Article 5 : La présente décision sera notifiée à M. B... A... et au centre hospitalier départemental de Vendée.
Copie en sera adressée à la ministre des solidarités et de la santé.




Analyse

Abstrats : 36-11 FONCTIONNAIRES ET AGENTS PUBLICS. DISPOSITIONS PROPRES AUX PERSONNELS HOSPITALIERS. - DURÉE DE TRAVAIL - TEMPS DE TRAVAIL EFFECTIF (DÉCRET DU 4 JANVIER 2002) - 1) TEMPS PASSÉ DANS UN LOGEMENT MIS À DISPOSITION PAR L'EMPLOYEUR POUR LES PÉRIODES D'ASTREINTE - EXCLUSION, À CONDITION QUE L'AGENT NE SOIT PAS TENU DE RESTER À LA DISPOSITION PERMANENTE ET IMMÉDIATE DE SON EMPLOYEUR [RJ1] - 2) ILLUSTRATION.

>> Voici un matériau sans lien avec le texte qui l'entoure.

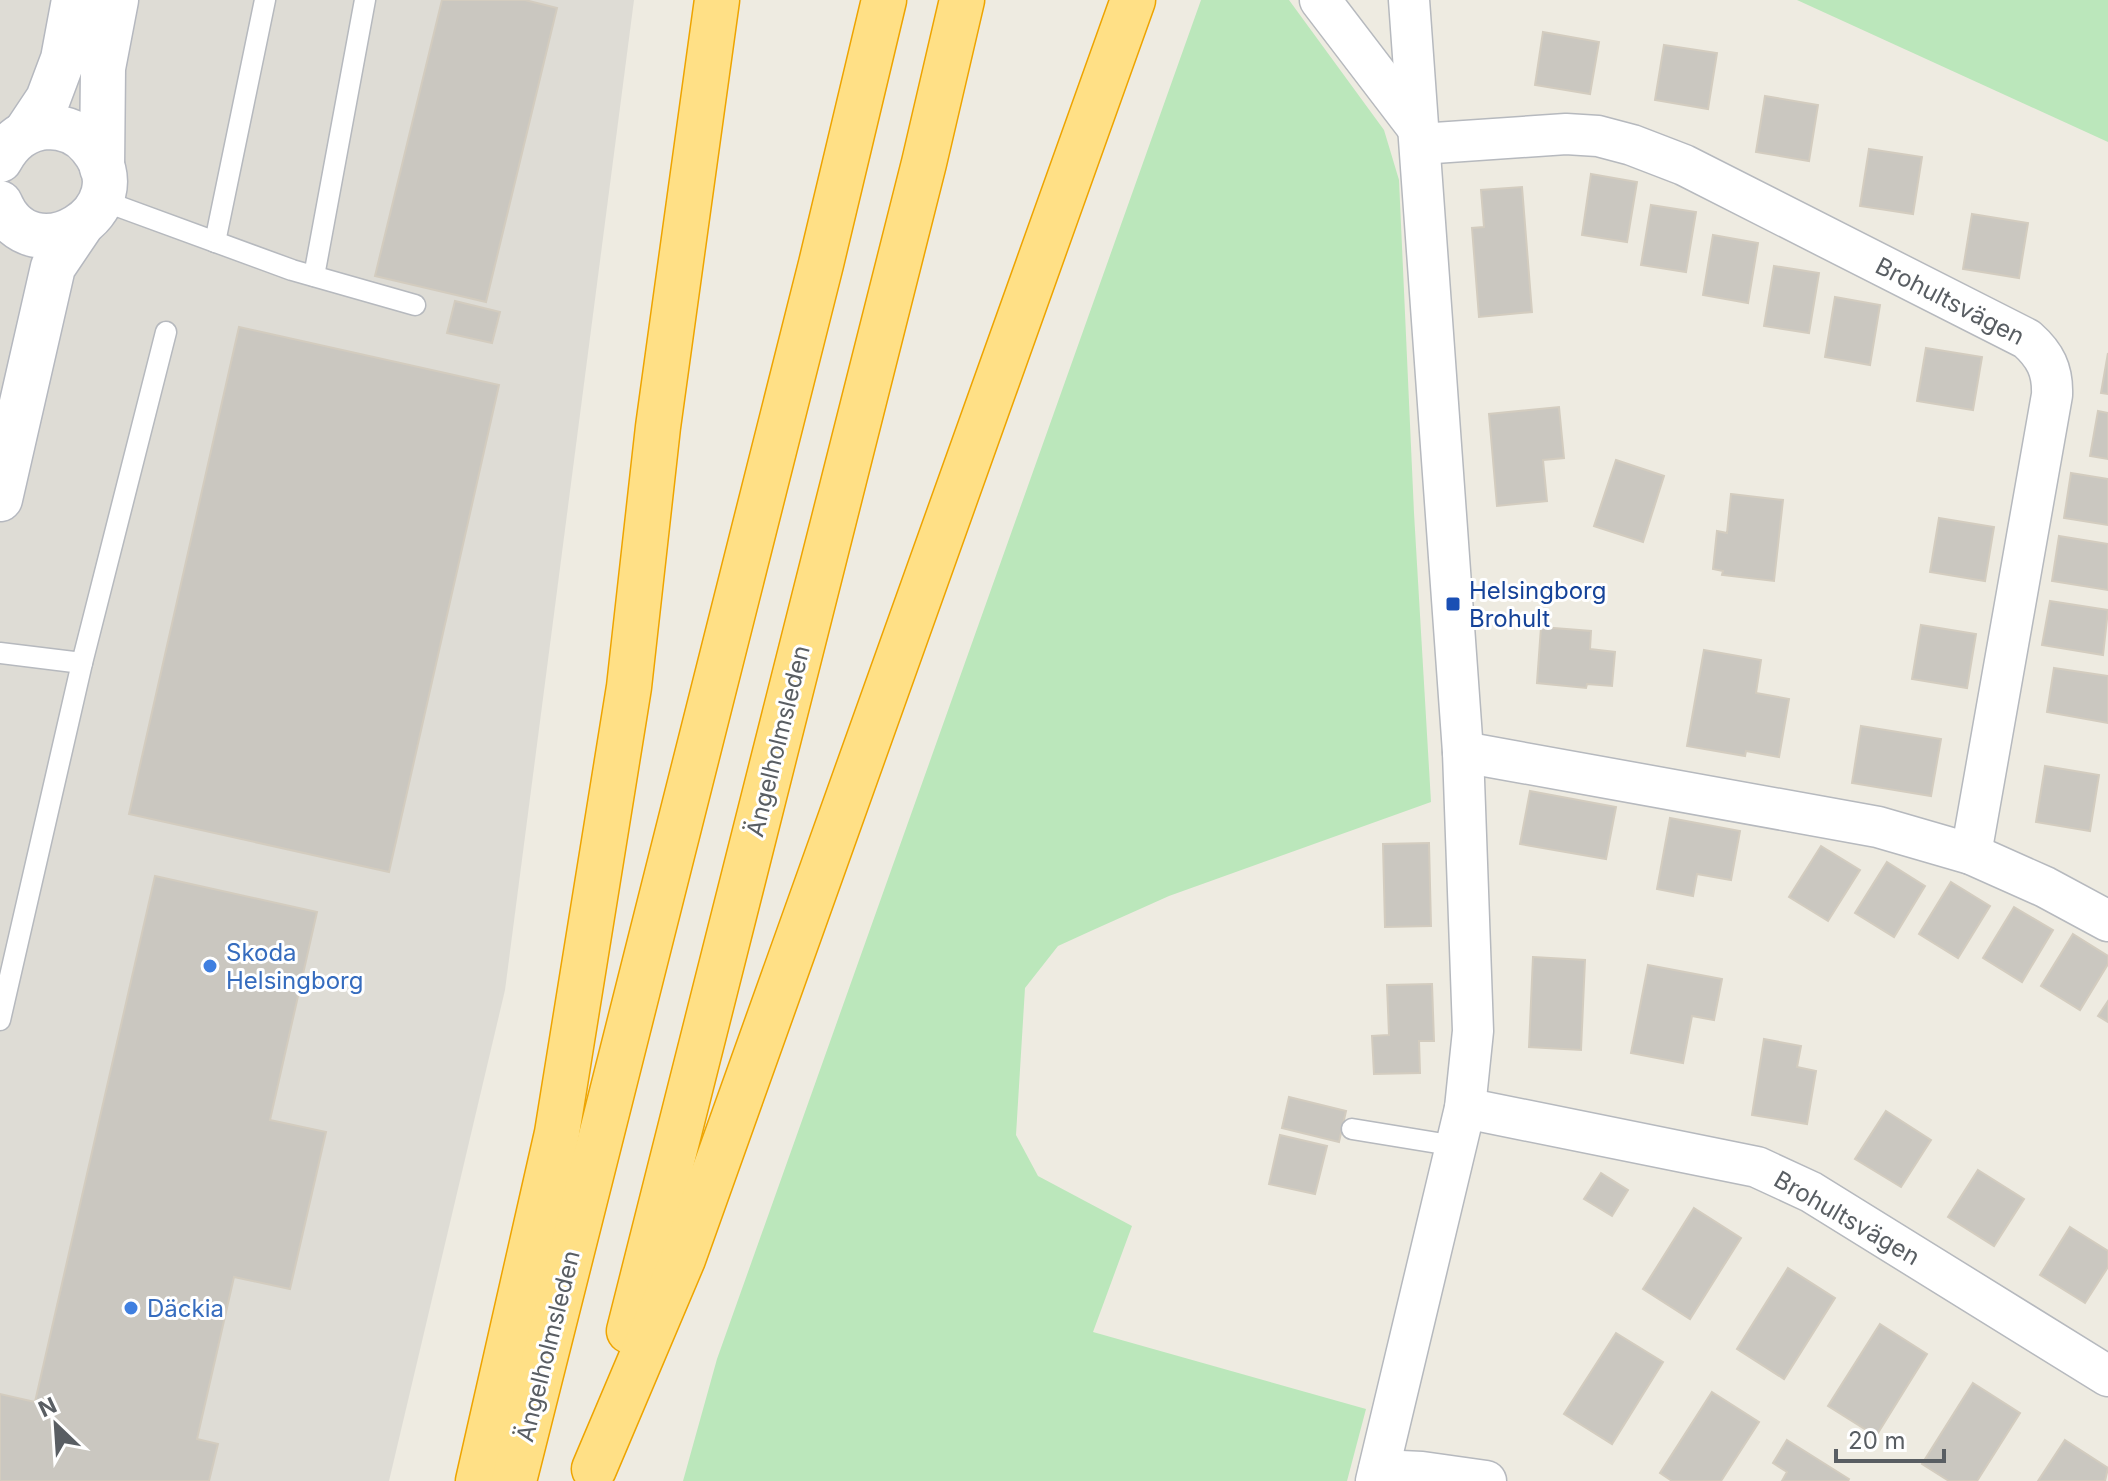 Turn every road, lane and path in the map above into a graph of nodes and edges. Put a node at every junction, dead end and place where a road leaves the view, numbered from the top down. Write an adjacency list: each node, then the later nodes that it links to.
1 (74, 0): 12 (street)
2 (116, 0): 13 (street)
3 (265, 0): 15 (lane)
4 (365, 0): 16 (lane)
5 (717, 0): 32 (highway)
6 (884, 0): 33 (highway, Ängelholmsleden)
7 (962, 0): 30 (highway, Ängelholmsleden)
8 (1133, 0): 30 (highway)
9 (1320, 0): 11 (street)
10 (1409, 0): 11 (street)
11 (1418, 135): 22 (street); 23 (street, Brohultsvägen)
12 (11, 142): 13 (street)
13 (94, 198): 14 (street); 15 (lane); 19 (street)
14 (2, 217)
15 (215, 242): 16 (lane)
16 (314, 276): 17 (lane)
17 (415, 305)
18 (166, 332): 21 (lane)
19 (0, 499)
20 (0, 653): 21 (lane)
21 (82, 663): 25 (lane)
22 (1463, 752): 23 (street); 26 (street)
23 (1971, 854): 24 (street)
24 (2108, 921)
25 (0, 1020)
26 (1465, 1108): 28 (street); 29 (street, Brohultsvägen)
27 (1352, 1129): 28 (lane)
28 (1456, 1146): 31 (street)
29 (2108, 1376)
30 (592, 1475)
31 (1378, 1476): 34 (street)
32 (478, 1481)
33 (514, 1481)
34 (1486, 1481)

Résumé : 36-11 1) Il résulte des articles 5, 20, 24 et 25 du décret n°2002-9 du 4 janvier 2002 que la rémunération des agents en fonction dans les établissements publics de santé distingue notamment les périodes de travail effectif, durant lesquelles les agents sont à la disposition de leur employeur et doivent se conformer à ses directives sans pouvoir vaquer librement à des occupations personnelles, et des périodes d'astreinte, durant lesquelles les agents ont seulement l'obligation d'être en mesure d'intervenir pour effectuer un travail au service de l'établissement. S'agissant de ces périodes d'astreinte, la seule circonstance que l'employeur mette à la disposition des agents un logement situé à proximité ou dans l'enceinte du lieu de travail pour leur permettre de rejoindre le service dans les délais requis n'implique pas que le temps durant lequel un agent bénéficie de cette convenance soit requalifié en temps de travail effectif, dès lors que cet agent n'est pas tenu de rester à la disposition permanente et immédiate de son employeur et qu'il peut ainsi, en dehors des temps d'intervention, vaquer librement à des occupations personnelles.,,,2) Infirmiers d'un centre hospitalier s'étant vu mettre à disposition un logement situé dans l'enceinte de l'hôpital pour effectuer leur garde et remettre un récepteur téléphonique, par lequel ils doivent pouvoir être contactés pendant toute la durée de cette garde, qui ne peut fonctionner qu'à proximité d'un émetteur situé dans l'établissement, les obligeant ainsi à demeurer à disposition immédiate de leur employeur.... ,,Par suite, le tribunal administratif a inexactement qualifié les faits qui lui étaient soumis en jugeant que ces agents pouvaient, pendant leurs périodes de garde, librement vaquer à leurs occupations personnelles sans être à la disposition permanente et immédiate de leur employeur et en en déduisant que ces périodes ne constituaient pas un temps de travail effectif.



[RJ1] Cf., en précisant, CE, 13 octobre 2017, Mme,, n° 396934, T. pp. 651-815. Rappr. CJCE, 9 septembre 2003, Jaeger, C-151/02 ; CJUE, 21 février 2018, Ville de Nivelle, C-518/15.